Veterans, others wave flags in Wiscasset for Wreaths Across America

Mon, 12/07/2015 - 3:30pm

    About four Decembers ago, Boothbay’s Ellen Newton and her Vietnam War era veteran husband Bob Newton brought three of their grandchildren along on a trip with Wreaths Across America to Virginia.

    They each laid wreaths on graves at Arlington National Cemetery. To look out and see that sea of white stones change to white, green and red, with the wreaths and their decorations, was stunning, Ellen Newton, whose father Jim Stevens was a World War II veteran, said.

    Her family and the hundreds of other volunteers there in Arlington were all quiet, in reverence.

    The scene differed from the one Newton joined in Sunday night on the Wiscasset town office lawn, but it, too, was full of honor for soldiers and those who honor them.

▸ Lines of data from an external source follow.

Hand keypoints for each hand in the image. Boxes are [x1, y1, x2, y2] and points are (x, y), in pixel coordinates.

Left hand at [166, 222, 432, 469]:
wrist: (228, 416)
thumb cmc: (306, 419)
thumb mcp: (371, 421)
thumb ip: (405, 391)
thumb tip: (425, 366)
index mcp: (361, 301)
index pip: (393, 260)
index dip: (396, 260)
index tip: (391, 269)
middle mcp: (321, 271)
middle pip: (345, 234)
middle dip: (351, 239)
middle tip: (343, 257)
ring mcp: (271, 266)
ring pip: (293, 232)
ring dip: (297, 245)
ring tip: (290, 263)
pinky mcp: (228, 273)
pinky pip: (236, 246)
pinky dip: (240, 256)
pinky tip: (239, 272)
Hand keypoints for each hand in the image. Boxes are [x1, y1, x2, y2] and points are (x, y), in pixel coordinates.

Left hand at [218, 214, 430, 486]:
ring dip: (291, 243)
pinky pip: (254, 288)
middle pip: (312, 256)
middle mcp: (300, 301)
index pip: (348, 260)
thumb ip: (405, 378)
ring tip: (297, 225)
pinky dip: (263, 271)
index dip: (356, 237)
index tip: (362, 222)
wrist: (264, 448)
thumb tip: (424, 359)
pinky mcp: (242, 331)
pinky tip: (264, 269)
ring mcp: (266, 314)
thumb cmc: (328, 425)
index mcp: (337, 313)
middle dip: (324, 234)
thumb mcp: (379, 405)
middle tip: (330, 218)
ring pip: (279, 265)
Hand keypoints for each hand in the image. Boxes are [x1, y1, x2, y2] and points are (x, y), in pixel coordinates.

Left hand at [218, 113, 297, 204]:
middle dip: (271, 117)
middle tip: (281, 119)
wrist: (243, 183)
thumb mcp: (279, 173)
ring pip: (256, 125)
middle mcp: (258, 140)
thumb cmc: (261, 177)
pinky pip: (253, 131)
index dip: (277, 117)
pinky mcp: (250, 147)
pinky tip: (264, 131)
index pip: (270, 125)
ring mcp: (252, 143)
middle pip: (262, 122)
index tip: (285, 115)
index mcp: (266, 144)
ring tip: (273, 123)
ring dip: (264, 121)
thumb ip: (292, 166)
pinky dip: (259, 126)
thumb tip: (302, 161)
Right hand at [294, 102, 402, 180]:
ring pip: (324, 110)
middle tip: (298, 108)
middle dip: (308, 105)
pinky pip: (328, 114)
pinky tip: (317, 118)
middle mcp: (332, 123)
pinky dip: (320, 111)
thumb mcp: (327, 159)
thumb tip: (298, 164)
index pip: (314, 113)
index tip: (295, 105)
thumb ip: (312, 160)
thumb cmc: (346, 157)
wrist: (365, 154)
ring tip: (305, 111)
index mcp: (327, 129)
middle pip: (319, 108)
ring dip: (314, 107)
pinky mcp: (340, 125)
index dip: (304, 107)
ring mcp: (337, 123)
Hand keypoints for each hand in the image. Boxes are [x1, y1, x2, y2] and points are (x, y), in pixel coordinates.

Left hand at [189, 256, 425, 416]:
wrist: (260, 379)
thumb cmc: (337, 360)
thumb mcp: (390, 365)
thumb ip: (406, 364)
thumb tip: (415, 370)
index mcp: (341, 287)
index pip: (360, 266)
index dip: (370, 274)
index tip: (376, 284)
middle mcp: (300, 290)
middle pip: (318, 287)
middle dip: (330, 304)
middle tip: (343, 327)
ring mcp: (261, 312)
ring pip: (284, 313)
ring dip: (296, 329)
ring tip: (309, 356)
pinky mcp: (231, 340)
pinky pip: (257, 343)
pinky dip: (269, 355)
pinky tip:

    Dozens of people waved flags over and over and spoke about what they were seeing as motorcycles, emergency vehicles with lights and sirens going, and large trucks carrying Wreaths Across America wreaths traveled southbound on Route 1. The passing vehicles’ horns also sounded, adding to the experience for witnesses.

    So did Wiscasset Fire Department’s members and fire trucks, one with its towering white ladder raised against the night sky. Members parked the trucks in the station’s driveway facing Route 1.

    Most attendees waited an hour or more for the minutes’ long string of wreath trucks and escort vehicles, first expected in town at about 4 p.m. Darkness fell as people talked, sat, went to their cars to warm up, and waited. Missy Cossette, wife of American Legion Post 54 of Wiscasset Commander Bill Cossette Jr., loaned out flags to attendees.

    “I want everyone to have a flag to hold,” she said. Numerous times during the wait for the wreaths convoy, passing motorists sounded their vehicles’ horns for the crowd on the lawn near the veterans wall.

    Up the coast at a related event earlier Sunday, Cossette’s husband and other members of the post got to shake hands with Wreaths Across America founder Morrill Worcester.

    “It meant quite a lot actually,” Cossette said about the handshake. Worcester was thanking the veterans, but they were thankful to him for starting the wreaths program, Cossette said.

    Also on the lawn in Wiscasset Sunday night were Deb Ethier and, in her arms part of the time, granddaughter Lyla Reed.

    It’s important to honor veterans and Wreaths Across America, Ethier, a daughter and niece of veterans, said about why she and other family members came.

    Reed was holding a bright red flag. “Red for Christmas,” her grandmother said.